Employers have cut annual pay increases and pared back hiring in recent months as the economic slowdown took its toll on the jobs market.
Data from the Office for National Statistics (ONS), released on Tuesday, showed that UK unemployment edged higher in the three months to June but the official jobless rate was unchanged at 4.7%, a four-year high.
Pay growth including bonuses dropped from 5% to 4.6% over the same period. However, stripping out one-off awards, pay growth remained at 5%, suggesting employers had cut back on incentives.
Giving a strong indication of employers’ reluctance to hire new staff, the vacancy rate fell by 44,000. The drop of more than 5% in the three months to June on the previous quarter was the 37th consecutive fall in vacancies and took the total to well below pre-pandemic levels at 718,000.
The ONS said its research “suggests some firms may not be recruiting new workers or replacing workers who have left”.
Rachel Reeves conceded that the government had “more to do” but defended her stewardship of the economy. During a visit to Belfast on Tuesday, the chancellor said Labour had been “creating more jobs” since entering office.
“The most important figure today is that there are 384,000 more people in work than when I became chancellor,” she said. “Everybody who can work should be in work, and as a government, we’re committed to helping more people back to work. There are huge opportunities in our economy.”
Last month, data showed the unemployment rate had risen to 4.7% in the three months to May, while pay growth slipped from 5.3% to 5%.
Suren Thiru, economics director at the accountancy body, the ICAEW, said the rise in employer national insurance in April was still taking a toll on firms hiring new staff.
“The UK jobs market is facing more pain in the coming months with higher labour costs likely to lift unemployment moderately higher, particularly given growing concerns over more tax rises in this autumn’s budget,” he said.
The figures supported the Bank of England’s view that the jobs market and pay growth were weakening, he said, but was unlikely to bring forward further interest rate cuts after a quarter-point cut to 4% last week.
“While these disheartening figures will reassure rate-setters that last week’s policy loosening was the right call, the pace at which the labour market is currently cooling is unlikely to be sufficient to prompt another rate cut in September,” he added.
Financial markets had expected unemployment to remain steady at 4.7% and for the rise in average earnings, including bonuses, to slow, from 5% to 4.7%.

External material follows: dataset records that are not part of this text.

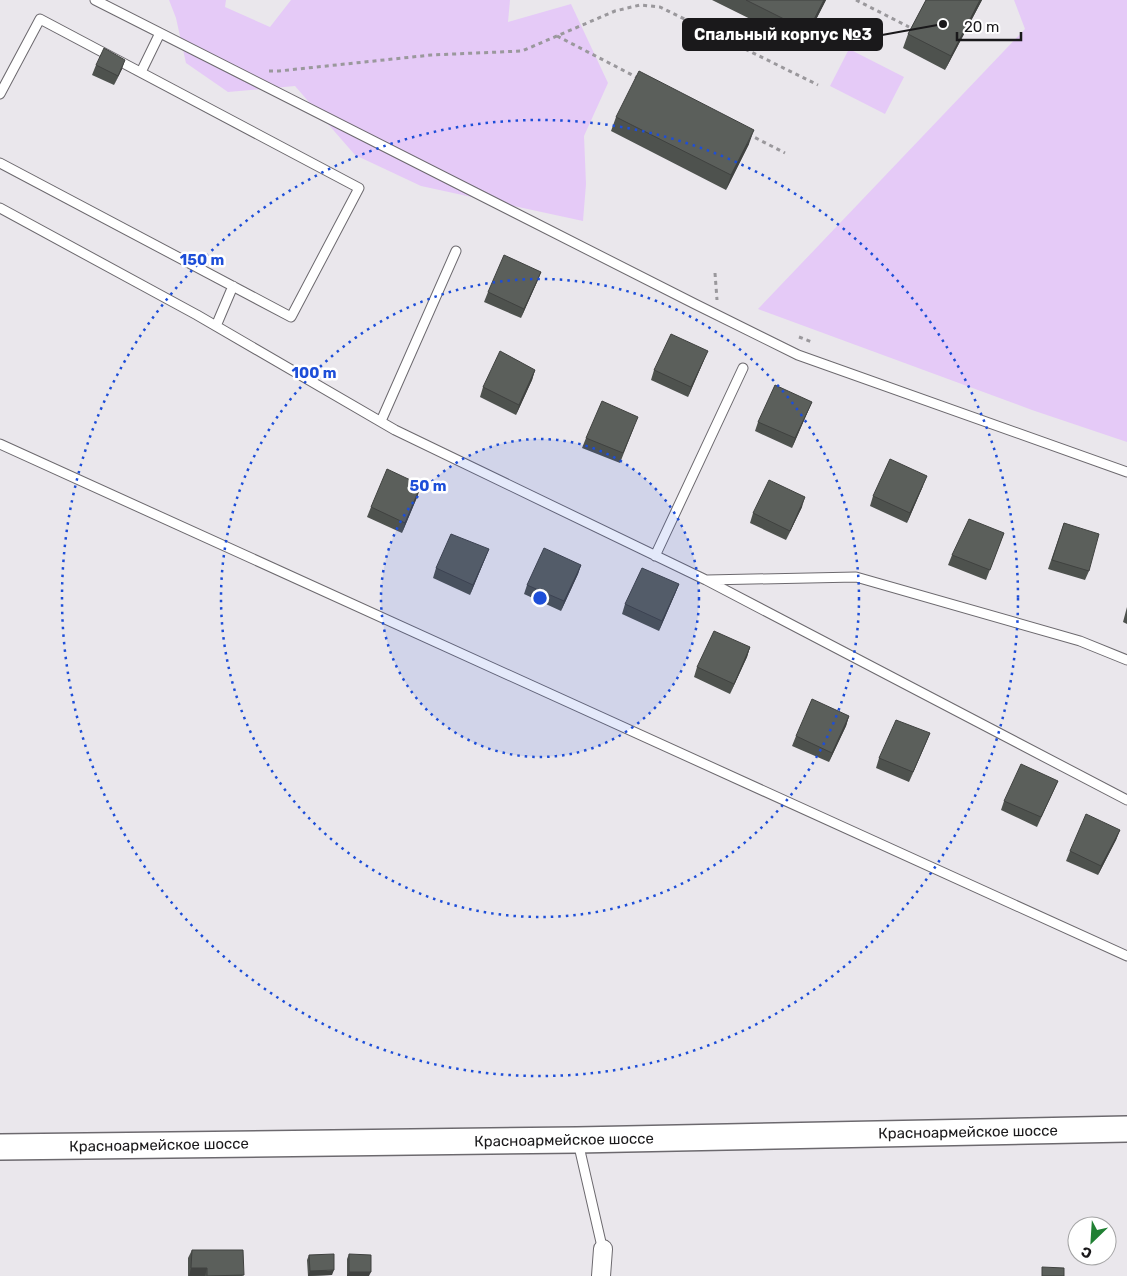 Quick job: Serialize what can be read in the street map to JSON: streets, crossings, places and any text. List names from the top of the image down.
{
  "streets": {
    "main road": ["Красноармейское шоссе"]
  },
  "places": ["Спальный корпус №3"],
  "scale_bar": "20 m",
  "north": "bottom left",
  "rings": ["150 m", "100 m", "50 m"]
}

The finance and business services sector, which pays out more in bonuses than other industries, had the lowest annual regular growth rate, at 3.1%.
Recent surveys have shown businesses reducing the number of job postings as they grapple with rising employment costs and worry about the economic outlook.
after newsletter promotion
The Chartered Institute of Personnel and Development said on Monday that hiring intentions among Britain’s businesses remain at a record low, with young people hit hardest by the drop in recruitment.
Almost three in five (57%) of private sector employers said they planned to recruit staff in the next three months – compared with 65% in autumn 2024 – as they dealt with the £25bn rise in employer national insurance contributions costs and higher minimum wage that took effect in April.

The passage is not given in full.